Those are ideal lights for search for wounded game, search and rescue of lost partner, signaling at long distances and using them as spotlights after the hunt. Being rechargeable, they are always used with a maximum run time (taken out of the charger at start of the day, a thing that you can not do with 123 batteries unless you are willing to dump half-used batteries at the start of every day of hunting.

Their large diameter (2 inches) reflectors put more light at a longer distance than any of the belt lights.

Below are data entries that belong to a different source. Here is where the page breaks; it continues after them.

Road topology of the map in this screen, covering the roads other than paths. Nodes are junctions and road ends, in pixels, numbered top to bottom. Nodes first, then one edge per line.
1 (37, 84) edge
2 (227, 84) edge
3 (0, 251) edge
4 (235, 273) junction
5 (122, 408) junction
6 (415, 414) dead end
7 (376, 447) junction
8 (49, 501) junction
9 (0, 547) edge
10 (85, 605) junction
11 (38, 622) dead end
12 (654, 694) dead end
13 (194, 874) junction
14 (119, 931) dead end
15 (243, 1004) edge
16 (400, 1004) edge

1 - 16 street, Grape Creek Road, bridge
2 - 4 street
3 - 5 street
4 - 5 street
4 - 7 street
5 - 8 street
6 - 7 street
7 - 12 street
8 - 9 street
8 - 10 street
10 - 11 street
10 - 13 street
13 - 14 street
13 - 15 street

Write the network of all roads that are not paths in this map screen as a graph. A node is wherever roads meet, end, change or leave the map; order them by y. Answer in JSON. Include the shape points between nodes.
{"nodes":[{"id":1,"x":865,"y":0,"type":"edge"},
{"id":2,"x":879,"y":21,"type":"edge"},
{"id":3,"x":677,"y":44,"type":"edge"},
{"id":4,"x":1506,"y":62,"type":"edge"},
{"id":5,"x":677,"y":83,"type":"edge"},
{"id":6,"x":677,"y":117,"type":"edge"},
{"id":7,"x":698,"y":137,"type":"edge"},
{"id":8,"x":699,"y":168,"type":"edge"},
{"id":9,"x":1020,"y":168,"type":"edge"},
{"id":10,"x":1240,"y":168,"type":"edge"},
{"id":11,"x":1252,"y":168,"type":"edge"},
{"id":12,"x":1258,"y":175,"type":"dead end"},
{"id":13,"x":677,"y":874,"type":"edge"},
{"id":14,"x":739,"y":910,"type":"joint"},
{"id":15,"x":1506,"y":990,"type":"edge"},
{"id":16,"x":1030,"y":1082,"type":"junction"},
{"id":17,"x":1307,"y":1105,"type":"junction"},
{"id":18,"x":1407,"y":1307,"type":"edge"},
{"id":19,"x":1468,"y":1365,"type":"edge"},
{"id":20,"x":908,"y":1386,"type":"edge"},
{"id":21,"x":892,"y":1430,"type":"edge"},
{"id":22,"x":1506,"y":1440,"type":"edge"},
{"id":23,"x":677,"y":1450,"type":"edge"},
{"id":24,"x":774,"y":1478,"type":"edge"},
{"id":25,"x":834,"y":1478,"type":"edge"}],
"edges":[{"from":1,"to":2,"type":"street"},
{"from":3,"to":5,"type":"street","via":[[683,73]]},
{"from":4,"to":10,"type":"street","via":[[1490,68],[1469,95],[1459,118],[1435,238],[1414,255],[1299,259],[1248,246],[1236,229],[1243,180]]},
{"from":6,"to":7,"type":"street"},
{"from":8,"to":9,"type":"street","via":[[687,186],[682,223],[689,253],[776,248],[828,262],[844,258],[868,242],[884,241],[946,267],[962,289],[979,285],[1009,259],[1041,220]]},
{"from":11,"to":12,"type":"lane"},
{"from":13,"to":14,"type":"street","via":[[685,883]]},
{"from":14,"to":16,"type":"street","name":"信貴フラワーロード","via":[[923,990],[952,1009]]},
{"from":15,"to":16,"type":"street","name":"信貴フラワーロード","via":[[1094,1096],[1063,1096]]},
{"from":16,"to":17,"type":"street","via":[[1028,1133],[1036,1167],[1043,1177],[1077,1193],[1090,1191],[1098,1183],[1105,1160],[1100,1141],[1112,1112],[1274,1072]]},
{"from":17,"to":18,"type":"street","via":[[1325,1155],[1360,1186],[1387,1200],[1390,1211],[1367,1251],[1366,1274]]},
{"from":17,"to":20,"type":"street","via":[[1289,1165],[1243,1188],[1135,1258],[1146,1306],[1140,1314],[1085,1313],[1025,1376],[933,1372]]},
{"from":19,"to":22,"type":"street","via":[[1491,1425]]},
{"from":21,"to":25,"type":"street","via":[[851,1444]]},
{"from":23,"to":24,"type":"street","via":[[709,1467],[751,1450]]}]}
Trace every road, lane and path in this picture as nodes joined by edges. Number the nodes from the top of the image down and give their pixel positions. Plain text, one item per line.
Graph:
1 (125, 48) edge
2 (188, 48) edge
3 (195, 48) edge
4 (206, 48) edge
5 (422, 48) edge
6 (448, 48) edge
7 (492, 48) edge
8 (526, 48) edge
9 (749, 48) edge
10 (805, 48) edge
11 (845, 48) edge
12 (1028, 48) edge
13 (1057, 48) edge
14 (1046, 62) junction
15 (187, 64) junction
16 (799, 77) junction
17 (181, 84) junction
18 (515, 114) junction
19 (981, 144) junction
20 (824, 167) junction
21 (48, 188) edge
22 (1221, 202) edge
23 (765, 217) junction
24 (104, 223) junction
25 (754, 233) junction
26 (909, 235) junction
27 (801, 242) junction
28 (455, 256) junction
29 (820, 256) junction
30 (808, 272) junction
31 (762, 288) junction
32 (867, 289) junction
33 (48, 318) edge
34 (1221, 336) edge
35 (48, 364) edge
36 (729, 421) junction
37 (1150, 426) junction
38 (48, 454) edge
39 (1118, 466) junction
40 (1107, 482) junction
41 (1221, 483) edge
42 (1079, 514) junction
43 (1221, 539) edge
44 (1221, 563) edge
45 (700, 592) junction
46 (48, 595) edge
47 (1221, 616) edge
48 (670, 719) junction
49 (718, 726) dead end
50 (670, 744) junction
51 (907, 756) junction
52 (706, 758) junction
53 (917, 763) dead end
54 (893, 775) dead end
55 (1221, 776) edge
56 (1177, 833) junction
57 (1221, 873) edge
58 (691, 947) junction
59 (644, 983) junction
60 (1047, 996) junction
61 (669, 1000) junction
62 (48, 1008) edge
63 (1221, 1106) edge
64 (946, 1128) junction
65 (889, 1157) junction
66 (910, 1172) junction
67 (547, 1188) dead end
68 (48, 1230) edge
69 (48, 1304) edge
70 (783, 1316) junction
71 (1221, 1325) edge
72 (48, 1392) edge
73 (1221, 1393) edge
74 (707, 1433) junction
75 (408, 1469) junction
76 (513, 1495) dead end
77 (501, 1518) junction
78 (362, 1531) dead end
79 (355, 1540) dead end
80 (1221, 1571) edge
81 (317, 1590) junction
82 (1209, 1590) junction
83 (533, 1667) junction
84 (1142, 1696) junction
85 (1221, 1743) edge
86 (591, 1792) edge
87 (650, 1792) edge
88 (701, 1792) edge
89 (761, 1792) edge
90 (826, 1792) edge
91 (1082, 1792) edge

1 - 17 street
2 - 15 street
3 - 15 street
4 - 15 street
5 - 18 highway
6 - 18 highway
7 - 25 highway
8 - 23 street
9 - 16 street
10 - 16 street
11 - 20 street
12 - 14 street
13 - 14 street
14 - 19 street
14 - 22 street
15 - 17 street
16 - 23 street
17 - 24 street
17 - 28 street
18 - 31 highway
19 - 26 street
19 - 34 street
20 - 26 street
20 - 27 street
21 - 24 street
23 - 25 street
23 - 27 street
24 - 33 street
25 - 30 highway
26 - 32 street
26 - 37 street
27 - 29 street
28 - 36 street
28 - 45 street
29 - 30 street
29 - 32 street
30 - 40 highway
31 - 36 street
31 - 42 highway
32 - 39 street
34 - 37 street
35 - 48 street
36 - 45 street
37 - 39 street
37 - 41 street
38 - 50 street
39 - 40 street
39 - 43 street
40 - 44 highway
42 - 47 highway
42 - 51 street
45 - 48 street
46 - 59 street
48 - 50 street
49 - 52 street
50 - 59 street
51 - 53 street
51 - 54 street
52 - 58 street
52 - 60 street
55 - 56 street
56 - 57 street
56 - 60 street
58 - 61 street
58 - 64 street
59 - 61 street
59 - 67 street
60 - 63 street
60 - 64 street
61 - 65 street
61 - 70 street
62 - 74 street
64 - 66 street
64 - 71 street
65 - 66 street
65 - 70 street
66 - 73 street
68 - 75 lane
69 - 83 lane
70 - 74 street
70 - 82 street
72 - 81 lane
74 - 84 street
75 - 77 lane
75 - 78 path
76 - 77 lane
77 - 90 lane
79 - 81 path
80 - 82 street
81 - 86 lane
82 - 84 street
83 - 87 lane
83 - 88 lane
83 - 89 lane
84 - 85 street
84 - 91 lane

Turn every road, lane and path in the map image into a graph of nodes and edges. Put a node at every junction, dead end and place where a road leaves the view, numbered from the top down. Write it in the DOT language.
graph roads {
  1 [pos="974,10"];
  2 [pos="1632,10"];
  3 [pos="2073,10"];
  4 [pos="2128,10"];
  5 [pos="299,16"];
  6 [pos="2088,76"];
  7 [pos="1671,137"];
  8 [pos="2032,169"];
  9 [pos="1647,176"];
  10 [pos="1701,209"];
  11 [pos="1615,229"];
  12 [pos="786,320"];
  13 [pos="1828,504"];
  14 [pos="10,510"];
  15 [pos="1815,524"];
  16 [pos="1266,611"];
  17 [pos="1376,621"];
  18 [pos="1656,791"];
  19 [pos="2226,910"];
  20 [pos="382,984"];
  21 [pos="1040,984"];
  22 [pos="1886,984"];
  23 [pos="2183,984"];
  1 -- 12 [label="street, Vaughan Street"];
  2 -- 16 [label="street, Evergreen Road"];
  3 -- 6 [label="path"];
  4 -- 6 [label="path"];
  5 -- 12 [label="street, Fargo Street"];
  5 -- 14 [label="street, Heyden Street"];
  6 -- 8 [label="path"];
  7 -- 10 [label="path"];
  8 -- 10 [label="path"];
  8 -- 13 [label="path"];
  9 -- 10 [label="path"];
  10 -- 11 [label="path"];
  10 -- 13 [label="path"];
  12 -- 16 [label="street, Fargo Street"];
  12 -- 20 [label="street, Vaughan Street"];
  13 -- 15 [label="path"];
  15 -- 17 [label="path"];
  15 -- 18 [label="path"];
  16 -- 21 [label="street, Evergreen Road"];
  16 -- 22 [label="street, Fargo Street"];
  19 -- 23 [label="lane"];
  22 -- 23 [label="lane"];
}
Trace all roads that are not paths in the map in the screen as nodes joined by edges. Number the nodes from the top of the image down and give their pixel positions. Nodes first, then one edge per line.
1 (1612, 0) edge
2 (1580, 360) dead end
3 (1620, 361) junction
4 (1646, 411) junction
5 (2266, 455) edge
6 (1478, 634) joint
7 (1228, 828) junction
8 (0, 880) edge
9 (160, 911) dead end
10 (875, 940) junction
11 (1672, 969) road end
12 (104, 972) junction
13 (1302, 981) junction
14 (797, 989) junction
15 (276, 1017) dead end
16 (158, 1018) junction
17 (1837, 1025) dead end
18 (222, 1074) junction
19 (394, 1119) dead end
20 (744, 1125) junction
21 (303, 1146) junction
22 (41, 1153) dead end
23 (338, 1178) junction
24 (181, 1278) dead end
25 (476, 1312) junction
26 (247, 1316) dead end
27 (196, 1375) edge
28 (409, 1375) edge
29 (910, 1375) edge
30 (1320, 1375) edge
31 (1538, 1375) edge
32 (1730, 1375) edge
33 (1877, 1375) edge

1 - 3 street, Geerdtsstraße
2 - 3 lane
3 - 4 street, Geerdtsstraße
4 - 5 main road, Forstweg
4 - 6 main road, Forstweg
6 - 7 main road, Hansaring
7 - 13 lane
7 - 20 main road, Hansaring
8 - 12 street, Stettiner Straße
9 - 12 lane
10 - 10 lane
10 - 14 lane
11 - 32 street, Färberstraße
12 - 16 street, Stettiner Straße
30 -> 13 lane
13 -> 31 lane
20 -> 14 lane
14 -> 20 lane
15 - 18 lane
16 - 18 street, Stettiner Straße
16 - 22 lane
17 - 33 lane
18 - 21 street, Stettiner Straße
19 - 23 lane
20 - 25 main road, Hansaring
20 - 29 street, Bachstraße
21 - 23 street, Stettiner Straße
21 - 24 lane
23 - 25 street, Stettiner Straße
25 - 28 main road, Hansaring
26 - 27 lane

Even though some of the belt lights approach 200 lumens, they do it with reduced run time and much reduced throw, due to their small diameter reflectors.
A Magcharger will put a spot of light at 150 yards, as will the Ultra Stinger and a Borealis has the capability of illuminating the whole road for 250 yards.


Lets start with the popular Surefire G-2 (or 6 P) at 65 lumens, the target is the 8 by 12 tool shed at 30 yards.
We are going to pit the Surefire G-2 65 lumens $35.00 against the Surefire Digital Lumamax L-4 (also 65 lumens and with a price tag of $160.00).

Surefire G-2 65 lumens



Surefire L-4 Luxeon V, LED, 65 lumens



And now we are going to pit the Surefire 6 P with the P-61 120 lumen lamp (20 minutes run time) against the best Luxeon LED thrower that I have (similar to the cree LED).
This is a Mc Gizmo PR T head with a TWOJ bin Luxeon doing 120 plus lumens.

Surefire Centurion C-2 (same as the 6P) with the P-61 lamp, 120 lumens.



And the PR T with TWOJ bin Luxeon, (LED) @ 120 lumens



And now we are going to show a belt light of 200 lumens (The Surefire Centurion III with the P-91 lamp, 200 lumens, 20 minutes run) and three cars' lights of 200 lumens plus and beyond.

Surefire Centurion C-III, 200 lumens P-91 lamp.



And here the Magcharger also 200 lumens, with its bigger reflector and tighter focus will throw the light at 150 yards, while the Centurion III range will stop at 45 or 50 yards.

Magcharger 200 lumens (40,000 candlepowers)





And here is the Ultra Stinger, the most powerful of the rechargeable from Streamlight with 295 lumens and 75,000 candlepower.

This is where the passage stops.